[Saved data entries]
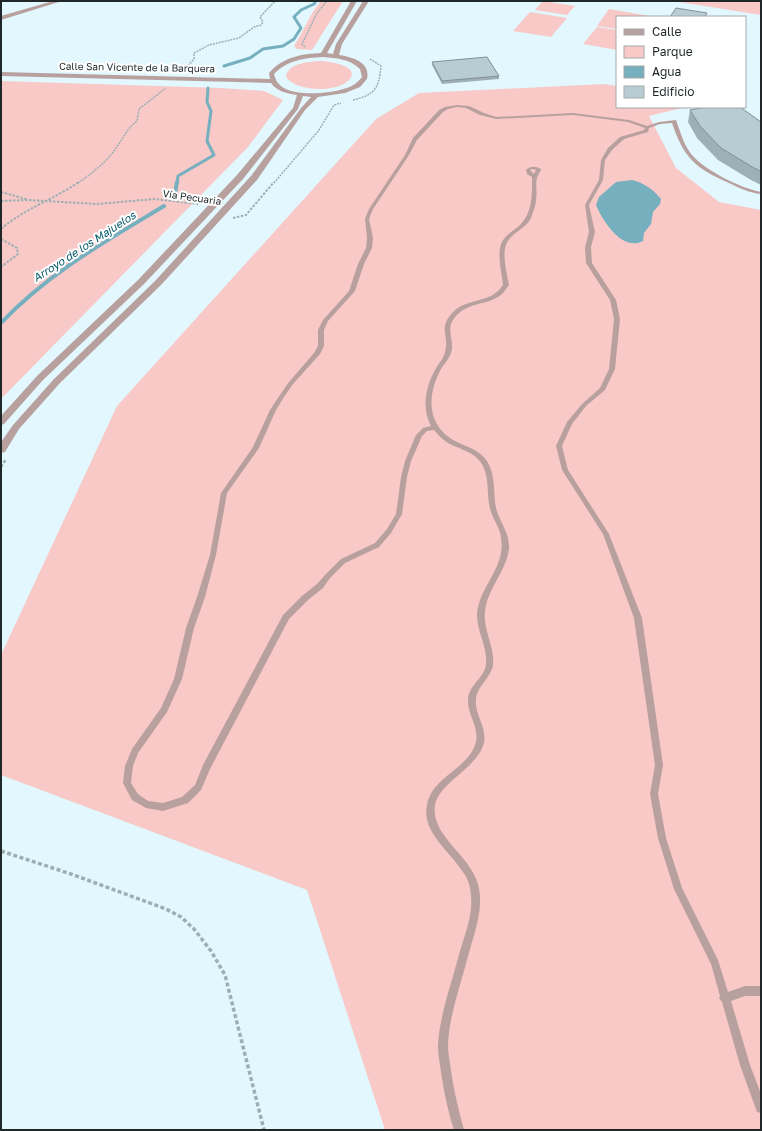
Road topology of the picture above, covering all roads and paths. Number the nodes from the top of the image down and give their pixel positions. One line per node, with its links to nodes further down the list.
1 (59, 1): 6 (street)
2 (275, 1): 11 (path)
3 (327, 1): 7 (path)
4 (354, 1): 8 (street)
5 (366, 1): 9 (street)
6 (1, 18)
7 (305, 47)
8 (323, 55): 9 (street); 14 (street)
9 (335, 56): 17 (street)
10 (1, 70): 14 (street, Calle San Vicente de la Barquera)
11 (185, 70)
12 (1, 74): 15 (street, Calle San Vicente de la Barquera)
13 (380, 75): 18 (path)
14 (272, 77): 15 (street, Calle San Vicente de la Barquera); 16 (street)
15 (166, 78): 26 (path)
16 (300, 95): 17 (street); 32 (street)
17 (315, 96): 27 (street)
18 (351, 100)
19 (344, 102): 27 (path, Vía Pecuaria)
20 (647, 127): 22 (lane); 33 (lane); 37 (lane)
21 (534, 177): 33 (lane)
22 (761, 191)
23 (1, 192): 24 (path)
24 (28, 200): 25 (path, Vía Pecuaria); 26 (path, Vía Pecuaria)
25 (1, 201)
26 (44, 201): 28 (path, Vía Pecuaria); 29 (path)
27 (226, 209): 34 (street)
28 (195, 210)
29 (1, 229)
30 (1, 240): 31 (path)
31 (1, 267)
32 (1, 422)
33 (434, 428): 40 (lane)
34 (1, 450)
35 (1, 851): 39 (path)
36 (761, 991): 37 (lane)
37 (724, 998): 38 (lane)
38 (761, 1108)
39 (264, 1130)
40 (459, 1130)

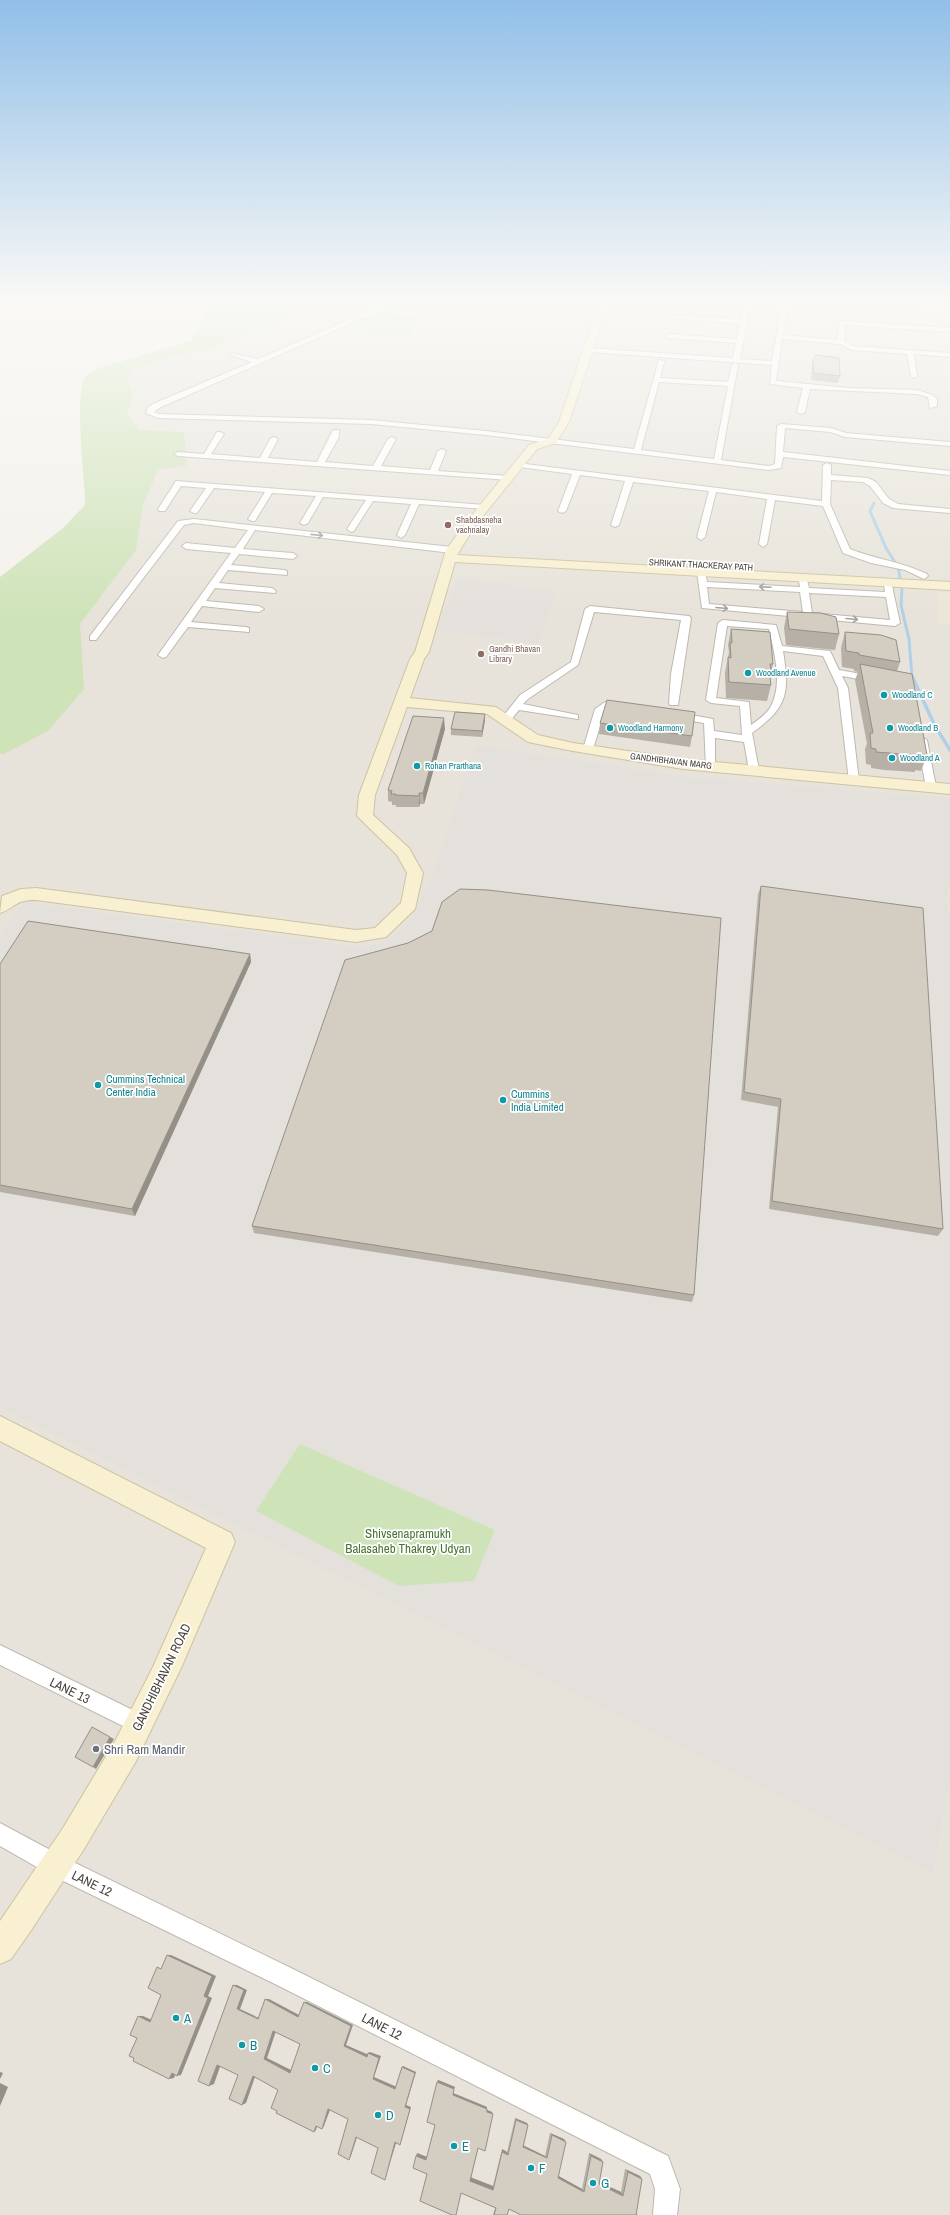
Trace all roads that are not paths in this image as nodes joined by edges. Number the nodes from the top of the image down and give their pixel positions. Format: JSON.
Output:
{"nodes":[{"id":1,"x":156,"y":406,"type":"edge"},
{"id":2,"x":569,"y":406,"type":"edge"},
{"id":3,"x":649,"y":406,"type":"edge"},
{"id":4,"x":728,"y":406,"type":"edge"},
{"id":5,"x":802,"y":406,"type":"edge"},
{"id":6,"x":801,"y":412,"type":"dead end"},
{"id":7,"x":336,"y":432,"type":"dead end"},
{"id":8,"x":220,"y":434,"type":"dead end"},
{"id":9,"x":274,"y":439,"type":"dead end"},
{"id":10,"x":392,"y":439,"type":"dead end"},
{"id":11,"x":552,"y":441,"type":"junction"},
{"id":12,"x":950,"y":444,"type":"edge"},
{"id":13,"x":442,"y":451,"type":"dead end"},
{"id":14,"x":636,"y":452,"type":"junction"},
{"id":15,"x":178,"y":454,"type":"dead end"},
{"id":16,"x":780,"y":454,"type":"junction"},
{"id":17,"x":206,"y":456,"type":"junction"},
{"id":18,"x":263,"y":460,"type":"junction"},
{"id":19,"x":717,"y":461,"type":"junction"},
{"id":20,"x":320,"y":464,"type":"junction"},
{"id":21,"x":520,"y":465,"type":"junction"},
{"id":22,"x":826,"y":465,"type":"dead end"},
{"id":23,"x":376,"y":468,"type":"junction"},
{"id":24,"x":433,"y":472,"type":"junction"},
{"id":25,"x":577,"y":472,"type":"junction"},
{"id":26,"x":950,"y":473,"type":"edge"},
{"id":27,"x":826,"y":477,"type":"junction"},
{"id":28,"x":509,"y":478,"type":"junction"},
{"id":29,"x":630,"y":479,"type":"junction"},
{"id":30,"x":212,"y":485,"type":"junction"},
{"id":31,"x":270,"y":490,"type":"junction"},
{"id":32,"x":713,"y":490,"type":"junction"},
{"id":33,"x":322,"y":494,"type":"junction"},
{"id":34,"x":371,"y":498,"type":"junction"},
{"id":35,"x":771,"y":498,"type":"junction"},
{"id":36,"x":416,"y":502,"type":"junction"},
{"id":37,"x":826,"y":504,"type":"junction"},
{"id":38,"x":485,"y":507,"type":"junction"},
{"id":39,"x":162,"y":509,"type":"dead end"},
{"id":40,"x":194,"y":511,"type":"dead end"},
{"id":41,"x":562,"y":511,"type":"dead end"},
{"id":42,"x":950,"y":511,"type":"edge"},
{"id":43,"x":304,"y":523,"type":"dead end"},
{"id":44,"x":615,"y":525,"type":"dead end"},
{"id":45,"x":251,"y":527,"type":"junction"},
{"id":46,"x":351,"y":529,"type":"dead end"},
{"id":47,"x":401,"y":535,"type":"dead end"},
{"id":48,"x":701,"y":537,"type":"dead end"},
{"id":49,"x":764,"y":544,"type":"dead end"},
{"id":50,"x":186,"y":546,"type":"dead end"},
{"id":51,"x":236,"y":551,"type":"junction"},
{"id":52,"x":450,"y":554,"type":"junction"},
{"id":53,"x":293,"y":556,"type":"dead end"},
{"id":54,"x":225,"y":567,"type":"junction"},
{"id":55,"x":284,"y":573,"type":"dead end"},
{"id":56,"x":701,"y":578,"type":"junction"},
{"id":57,"x":918,"y":578,"type":"junction"},
{"id":58,"x":950,"y":578,"type":"edge"},
{"id":59,"x":803,"y":584,"type":"junction"},
{"id":60,"x":891,"y":584,"type":"junction"},
{"id":61,"x":213,"y":585,"type":"junction"},
{"id":62,"x":950,"y":586,"type":"edge"},
{"id":63,"x":272,"y":591,"type":"dead end"},
{"id":64,"x":200,"y":603,"type":"junction"},
{"id":65,"x":259,"y":609,"type":"dead end"},
{"id":66,"x":808,"y":616,"type":"junction"},
{"id":67,"x":185,"y":624,"type":"junction"},
{"id":68,"x":246,"y":630,"type":"dead end"},
{"id":69,"x":93,"y":638,"type":"dead end"},
{"id":70,"x":777,"y":648,"type":"junction"},
{"id":71,"x":163,"y":655,"type":"dead end"},
{"id":72,"x":836,"y":672,"type":"junction"},
{"id":73,"x":882,"y":680,"type":"edge"},
{"id":74,"x":402,"y":702,"type":"junction"},
{"id":75,"x":674,"y":703,"type":"dead end"},
{"id":76,"x":516,"y":706,"type":"junction"},
{"id":77,"x":632,"y":708,"type":"edge"},
{"id":78,"x":662,"y":713,"type":"edge"},
{"id":79,"x":574,"y":717,"type":"dead end"},
{"id":80,"x":506,"y":719,"type":"junction"},
{"id":81,"x":920,"y":726,"type":"edge"},
{"id":82,"x":710,"y":734,"type":"junction"},
{"id":83,"x":748,"y":735,"type":"junction"},
{"id":84,"x":588,"y":749,"type":"junction"},
{"id":85,"x":710,"y":766,"type":"junction"},
{"id":86,"x":754,"y":770,"type":"junction"},
{"id":87,"x":854,"y":781,"type":"junction"},
{"id":88,"x":931,"y":787,"type":"junction"},
{"id":89,"x":950,"y":789,"type":"edge"},
{"id":90,"x":0,"y":907,"type":"edge"},
{"id":91,"x":0,"y":1428,"type":"edge"},
{"id":92,"x":0,"y":1656,"type":"edge"},
{"id":93,"x":140,"y":1724,"type":"junction"},
{"id":94,"x":0,"y":1834,"type":"edge"},
{"id":95,"x":57,"y":1866,"type":"junction"},
{"id":96,"x":0,"y":1948,"type":"edge"},
{"id":97,"x":665,"y":2215,"type":"edge"}],
"edges":[{"from":1,"to":11,"type":"street"},
{"from":2,"to":11,"type":"street"},
{"from":3,"to":14,"type":"street"},
{"from":4,"to":19,"type":"street"},
{"from":5,"to":6,"type":"street"},
{"from":7,"to":20,"type":"street"},
{"from":8,"to":17,"type":"street"},
{"from":9,"to":18,"type":"street"},
{"from":10,"to":23,"type":"street"},
{"from":11,"to":14,"type":"street"},
{"from":11,"to":21,"type":"street"},
{"from":12,"to":16,"type":"street"},
{"from":13,"to":24,"type":"street"},
{"from":14,"to":19,"type":"street"},
{"from":15,"to":17,"type":"street"},
{"from":16,"to":19,"type":"street"},
{"from":16,"to":26,"type":"street"},
{"from":17,"to":18,"type":"street"},
{"from":18,"to":20,"type":"street"},
{"from":20,"to":23,"type":"street"},
{"from":21,"to":25,"type":"street"},
{"from":21,"to":28,"type":"street"},
{"from":22,"to":27,"type":"street"},
{"from":23,"to":24,"type":"street"},
{"from":24,"to":28,"type":"street"},
{"from":25,"to":29,"type":"street"},
{"from":25,"to":41,"type":"street"},
{"from":27,"to":37,"type":"street"},
{"from":27,"to":42,"type":"street"},
{"from":28,"to":38,"type":"street"},
{"from":29,"to":32,"type":"street"},
{"from":29,"to":44,"type":"street"},
{"from":30,"to":31,"type":"street"},
{"from":30,"to":39,"type":"street"},
{"from":30,"to":40,"type":"street"},
{"from":31,"to":33,"type":"street"},
{"from":31,"to":45,"type":"street"},
{"from":32,"to":35,"type":"street"},
{"from":32,"to":48,"type":"street"},
{"from":33,"to":34,"type":"street"},
{"from":33,"to":43,"type":"street"},
{"from":34,"to":36,"type":"street"},
{"from":34,"to":46,"type":"street"},
{"from":35,"to":37,"type":"street"},
{"from":35,"to":49,"type":"street"},
{"from":36,"to":38,"type":"street"},
{"from":36,"to":47,"type":"street"},
{"from":37,"to":57,"type":"street"},
{"from":38,"to":52,"type":"street"},
{"from":45,"to":51,"type":"street"},
{"from":45,"to":52,"type":"street"},
{"from":45,"to":69,"type":"street"},
{"from":50,"to":51,"type":"street"},
{"from":51,"to":53,"type":"street"},
{"from":51,"to":54,"type":"street"},
{"from":52,"to":56,"type":"street","name":"SHRIKANT THACKERAY PATH"},
{"from":52,"to":60,"type":"street","name":"SHRIKANT THACKERAY PATH"},
{"from":52,"to":74,"type":"street"},
{"from":54,"to":55,"type":"street"},
{"from":54,"to":61,"type":"street"},
{"from":59,"to":56,"type":"street","name":"SHRIKANT THACKERAY PATH","one_way":true},
{"from":56,"to":66,"type":"street","one_way":true},
{"from":57,"to":58,"type":"street","name":"SHRIKANT THACKERAY PATH"},
{"from":57,"to":60,"type":"street","name":"SHRIKANT THACKERAY PATH"},
{"from":57,"to":62,"type":"street","name":"SHRIKANT THACKERAY PATH"},
{"from":59,"to":60,"type":"street","name":"SHRIKANT THACKERAY PATH"},
{"from":59,"to":66,"type":"street"},
{"from":66,"to":60,"type":"street","one_way":true},
{"from":61,"to":63,"type":"street"},
{"from":61,"to":64,"type":"street"},
{"from":64,"to":65,"type":"street"},
{"from":64,"to":67,"type":"street"},
{"from":67,"to":68,"type":"street"},
{"from":67,"to":71,"type":"street"},
{"from":70,"to":72,"type":"street"},
{"from":70,"to":83,"type":"street"},
{"from":70,"to":83,"type":"street"},
{"from":72,"to":73,"type":"street"},
{"from":72,"to":87,"type":"street"},
{"from":74,"to":80,"type":"street","name":"GANDHIBHAVAN MARG"},
{"from":74,"to":90,"type":"street"},
{"from":75,"to":76,"type":"street"},
{"from":76,"to":79,"type":"street"},
{"from":76,"to":80,"type":"street"},
{"from":77,"to":84,"type":"street"},
{"from":78,"to":82,"type":"street"},
{"from":80,"to":84,"type":"street","name":"GANDHIBHAVAN MARG"},
{"from":81,"to":88,"type":"street"},
{"from":82,"to":83,"type":"street"},
{"from":82,"to":85,"type":"street"},
{"from":83,"to":86,"type":"street"},
{"from":84,"to":85,"type":"street","name":"GANDHIBHAVAN MARG"},
{"from":85,"to":86,"type":"street","name":"GANDHIBHAVAN MARG"},
{"from":86,"to":87,"type":"street","name":"GANDHIBHAVAN MARG"},
{"from":87,"to":88,"type":"street","name":"GANDHIBHAVAN MARG"},
{"from":88,"to":89,"type":"street","name":"GANDHIBHAVAN MARG"},
{"from":91,"to":93,"type":"street","name":"GANDHIBHAVAN ROAD"},
{"from":92,"to":93,"type":"street","name":"LANE 13"},
{"from":93,"to":95,"type":"street","name":"GANDHIBHAVAN ROAD"},
{"from":94,"to":95,"type":"street","name":"LANE 12"},
{"from":95,"to":96,"type":"street","name":"GANDHIBHAVAN ROAD"},
{"from":95,"to":97,"type":"street","name":"LANE 12"}]}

Your goal ::
Within the data above, pick out all lines holding the word "THACKERAY".

Exercise output ::
{"from":52,"to":56,"type":"street","name":"SHRIKANT THACKERAY PATH"},
{"from":52,"to":60,"type":"street","name":"SHRIKANT THACKERAY PATH"},
{"from":59,"to":56,"type":"street","name":"SHRIKANT THACKERAY PATH","one_way":true},
{"from":57,"to":58,"type":"street","name":"SHRIKANT THACKERAY PATH"},
{"from":57,"to":60,"type":"street","name":"SHRIKANT THACKERAY PATH"},
{"from":57,"to":62,"type":"street","name":"SHRIKANT THACKERAY PATH"},
{"from":59,"to":60,"type":"street","name":"SHRIKANT THACKERAY PATH"},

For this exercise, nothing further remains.